Furthermore it is thought to be the responsibility of instructors to stress the importance of being a critical critic of new age media. Once those observational skills are practiced and strengthened, when it comes to their own work, students will be self-aware their own text. Being able challenge ones own designs in a new digital world is what makes a writer most successful. Hock states that the composure of the literature should be able to look at an example or a model and create something from deep in their mind to create a composition visually and verbally that compliments an argument together. When literacy shows proper fluidity the reader challenged to think on a deeper level and can produce a visual to support what is being read in the text.
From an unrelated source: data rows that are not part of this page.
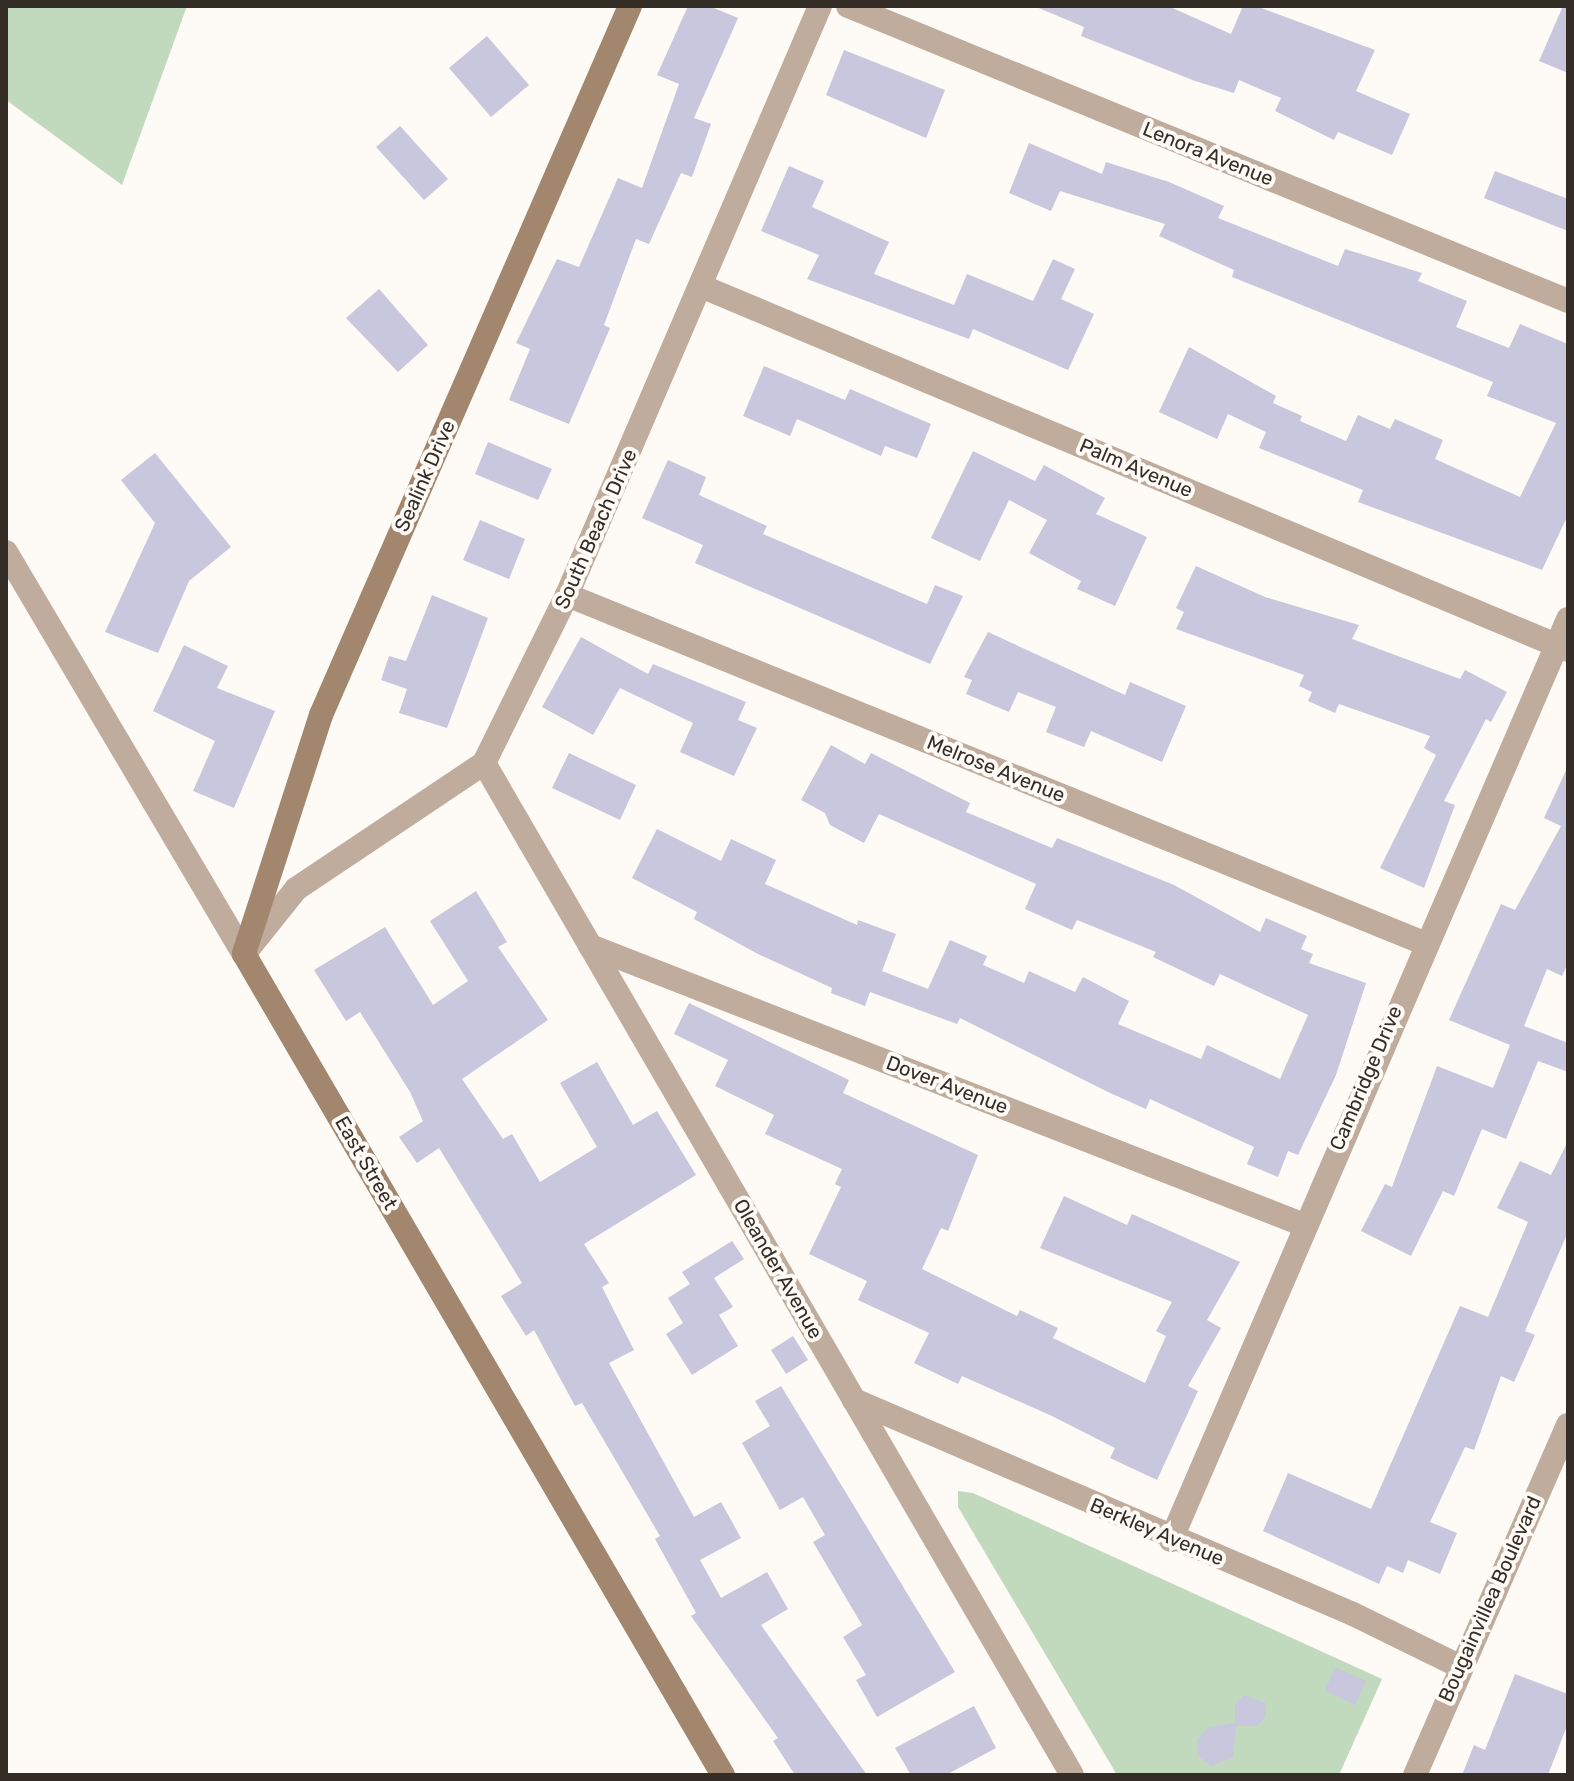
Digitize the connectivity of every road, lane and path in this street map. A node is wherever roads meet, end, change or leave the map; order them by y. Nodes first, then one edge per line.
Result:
1 (630, 6) edge
2 (820, 6) edge
3 (848, 6) edge
4 (703, 287) junction
5 (1568, 301) edge
6 (6, 552) edge
7 (567, 595) junction
8 (1568, 619) edge
9 (1562, 647) edge
10 (484, 763) junction
11 (1424, 943) junction
12 (590, 946) junction
13 (244, 954) junction
14 (1304, 1225) junction
15 (854, 1400) junction
16 (1568, 1425) edge
17 (1171, 1540) junction
18 (1459, 1666) junction
19 (723, 1775) edge
20 (1072, 1775) edge
21 (1415, 1775) edge

1 - 13 main road, Sealink Drive
2 - 4 street, South Beach Drive
3 - 5 street, Lenora Avenue
4 - 7 street, South Beach Drive
4 - 9 street, Palm Avenue
6 - 13 street, East Street
7 - 10 street, South Beach Drive
7 - 11 street, Melrose Avenue
8 - 9 street, Cambridge Drive
9 - 11 street, Cambridge Drive
10 - 12 street, Oleander Avenue
10 - 13 street, South Beach Drive
11 - 14 street, Cambridge Drive
12 - 14 street, Dover Avenue
12 - 15 street, Oleander Avenue
13 - 19 main road, East Street
14 - 17 street, Cambridge Drive
15 - 17 street, Berkley Avenue
15 - 20 street, Oleander Avenue
16 - 18 street, Bougainvillea Boulevard
17 - 18 street, Berkley Avenue
18 - 21 street, Bougainvillea Boulevard

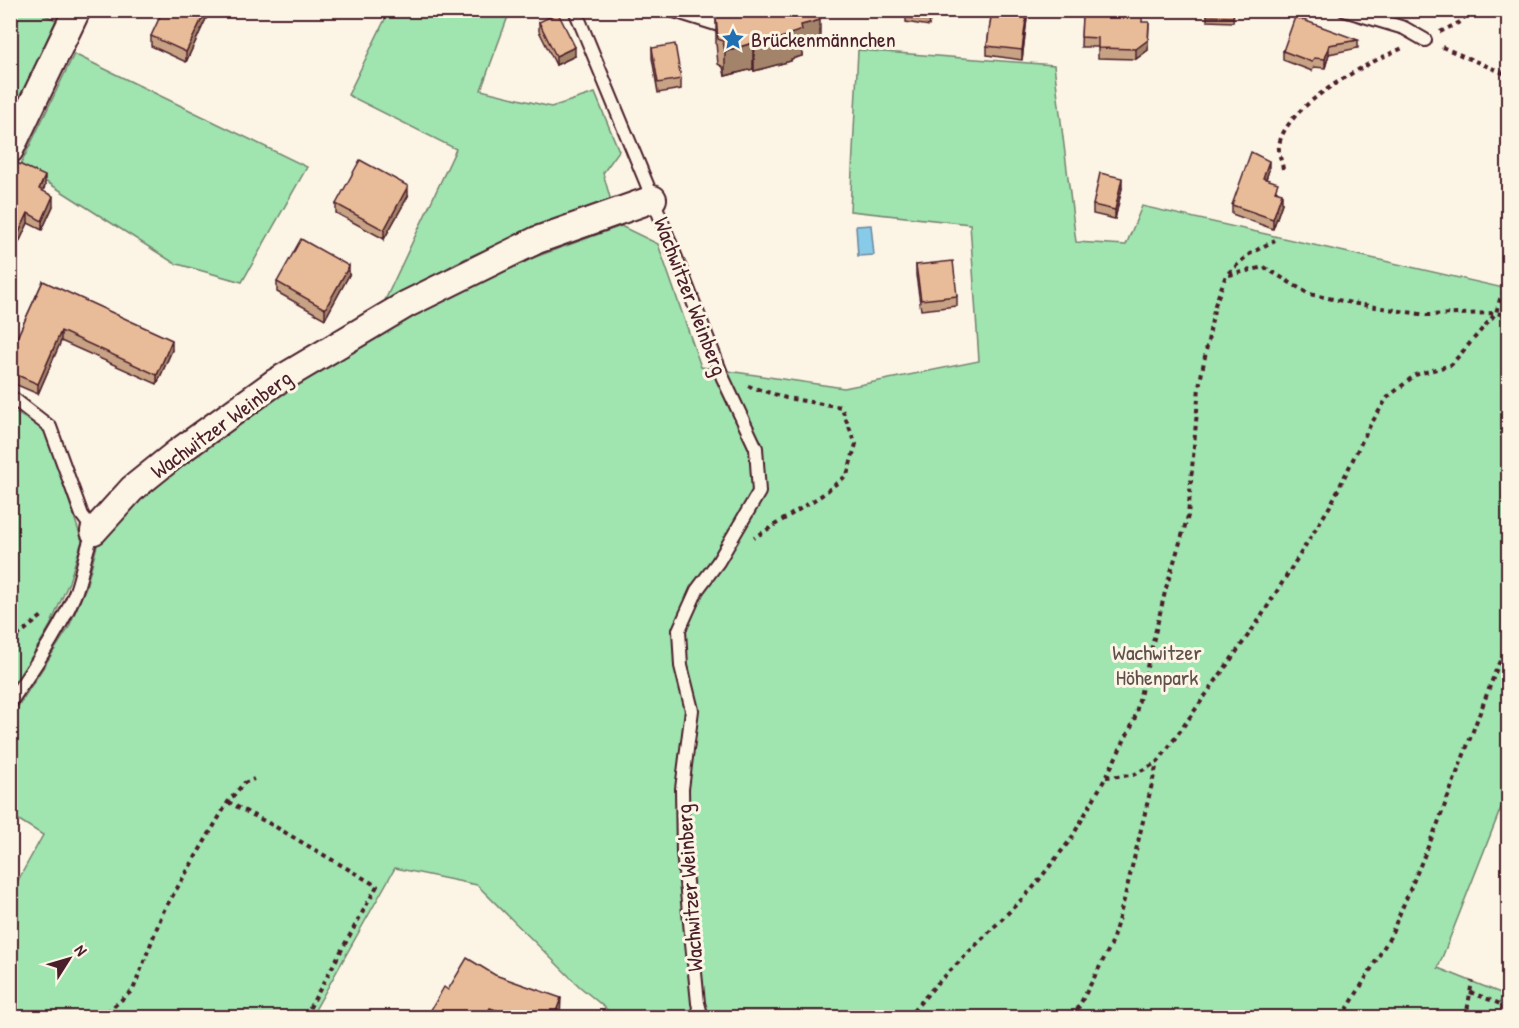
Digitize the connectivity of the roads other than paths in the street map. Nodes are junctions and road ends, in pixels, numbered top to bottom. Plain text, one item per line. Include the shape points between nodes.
1 (77, 10) edge
2 (575, 10) edge
3 (671, 10) edge
4 (1344, 10) edge
5 (741, 27) edge
6 (1425, 40) road end
7 (10, 150) edge
8 (653, 199) junction
9 (10, 396) edge
10 (94, 531) junction
11 (10, 703) edge
12 (702, 1017) edge

1 - 7 street
2 - 8 lane
3 - 5 lane via 719,25
4 - 6 lane via 1404,28
8 - 10 street, Wachwitzer Weinberg via 537,240 407,304 274,383 178,452 132,489
8 - 12 lane, Wachwitzer Weinberg via 723,378 756,448 759,492 697,590 679,630 681,666 692,710 682,789 683,852
9 - 10 lane via 50,427 82,515
10 - 11 lane, Wachwitzer Weinberg via 75,595

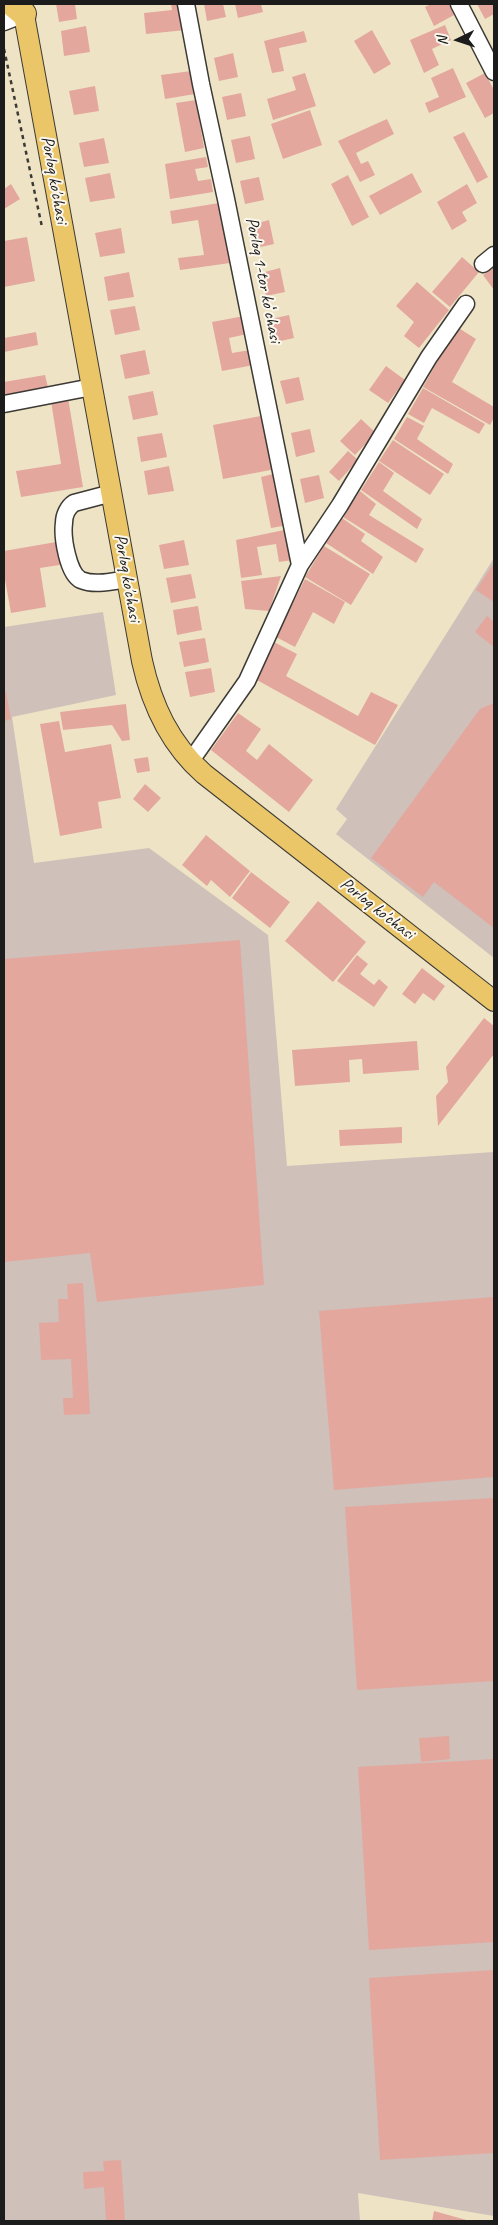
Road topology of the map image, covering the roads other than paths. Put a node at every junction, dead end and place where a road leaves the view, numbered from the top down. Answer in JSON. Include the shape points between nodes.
{"nodes":[{"id":1,"x":186,"y":4,"type":"edge"},
{"id":2,"x":459,"y":4,"type":"edge"},
{"id":3,"x":15,"y":11,"type":"edge"},
{"id":4,"x":494,"y":72,"type":"edge"},
{"id":5,"x":466,"y":304,"type":"dead end"},
{"id":6,"x":92,"y":387,"type":"junction"},
{"id":7,"x":4,"y":404,"type":"edge"},
{"id":8,"x":112,"y":493,"type":"junction"},
{"id":9,"x":300,"y":565,"type":"junction"},
{"id":10,"x":127,"y":579,"type":"junction"},
{"id":11,"x":190,"y":762,"type":"junction"},
{"id":12,"x":494,"y":1000,"type":"edge"}],
"edges":[{"from":1,"to":9,"type":"street","name":"Porloq 1-tor koʻchasi"},
{"from":2,"to":4,"type":"street"},
{"from":3,"to":6,"type":"main road","name":"Porloq ko'chasi"},
{"from":5,"to":9,"type":"street","via":[[429,356],[340,506]]},
{"from":6,"to":7,"type":"street"},
{"from":6,"to":8,"type":"main road","name":"Porloq ko'chasi"},
{"from":8,"to":10,"type":"main road","name":"Porloq ko'chasi"},
{"from":8,"to":10,"type":"street","via":[[71,505],[64,523],[66,546],[71,569],[81,580],[92,583]]},
{"from":9,"to":11,"type":"street","via":[[248,681]]},
{"from":10,"to":11,"type":"main road","name":"Porloq ko'chasi","via":[[154,703],[173,741]]},
{"from":11,"to":12,"type":"main road","name":"Porloq ko'chasi"}]}
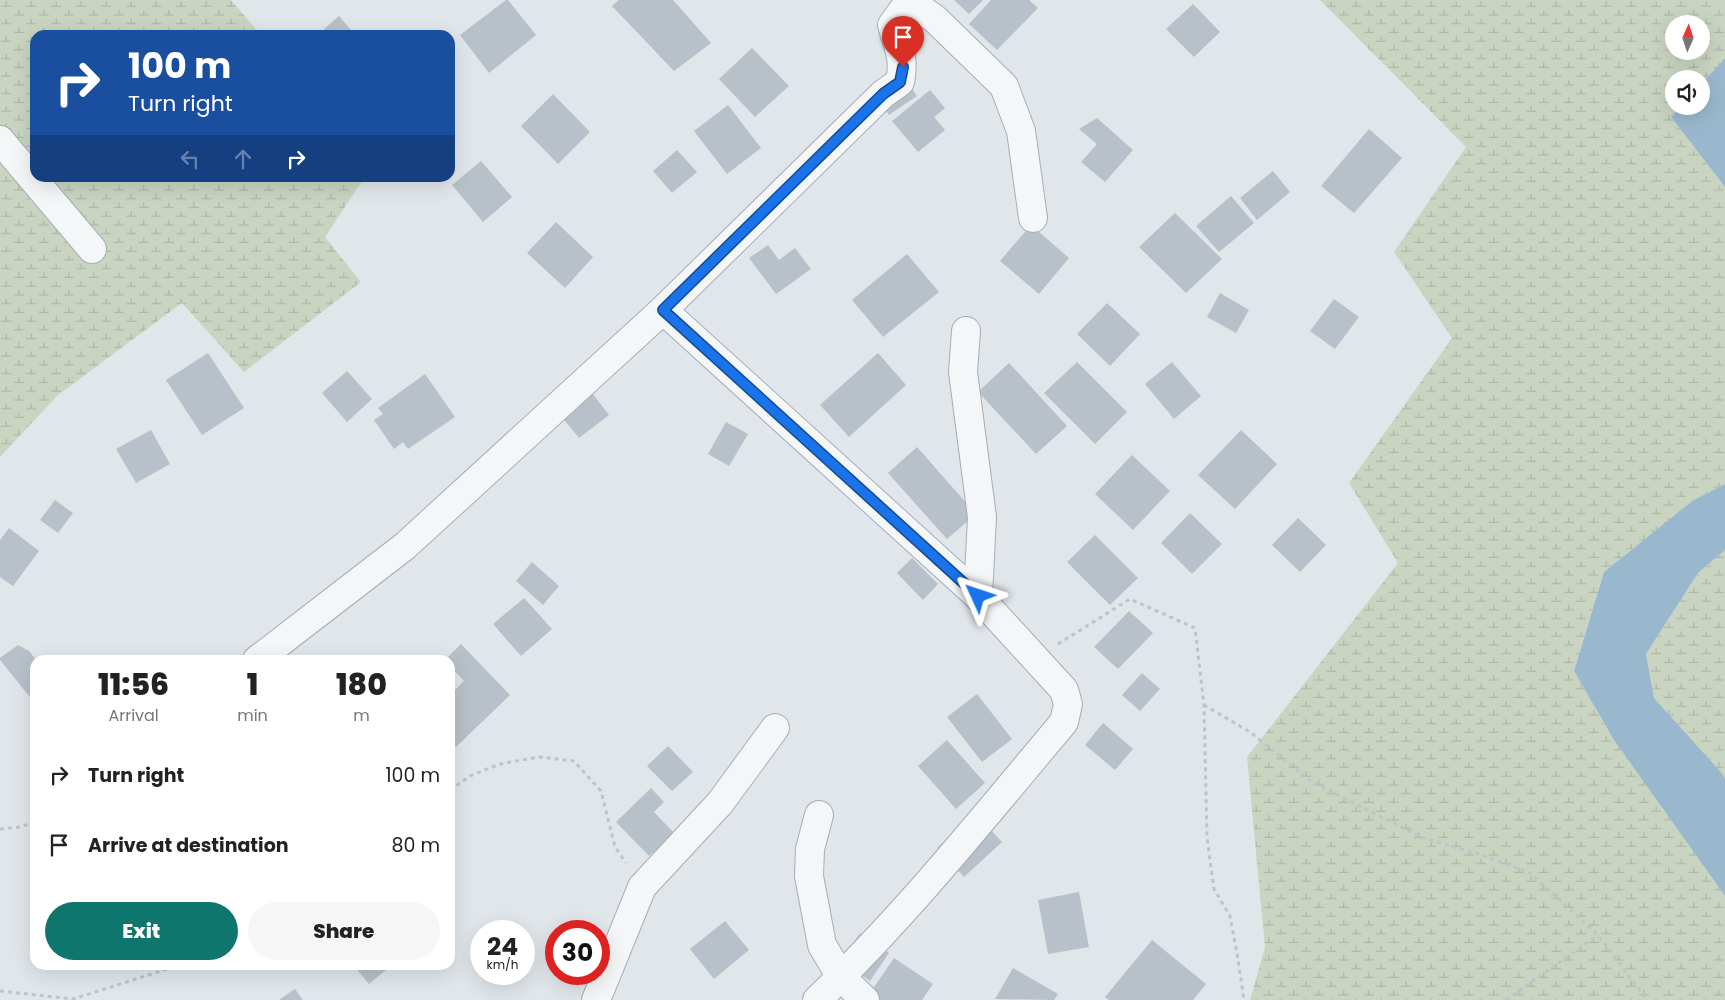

Hock describes that It’s important to include text production as well as rhetorical criticism to the students’ classroom so that its easier to understand digital rhetoric. It’s best to not only be a critic of digital rhetoric but also a designer of literacy knowledge. Being a designer of the text provides backing and support to new media with showing full involvement in media text. Hocks analyzes two scholarly texts by Anne Wysocki and Christine Boese and pays particular attention to the three following elements: audience stance, transparency, and hybridity. According to Hocks, analyzing digital texts in such terms allow us to adopt pedagogy, which is the method and practice of teaching as an academic subject. Today’s world revolves around technology and the demand of information and writing on the go. It has become vital to appeal to readers not just with text but add video and images to the text for all viewers.
She concludes that teaching design has a transformative potential for students when they create digital literacy and observe how audiences use and understand the work. The students then view themselves as producers of knowledge in their own skill group. New students have to be taught how to improve this rhetoric-writing format so that they become experts who create masterpieces in literacy along with teaching others preceding them.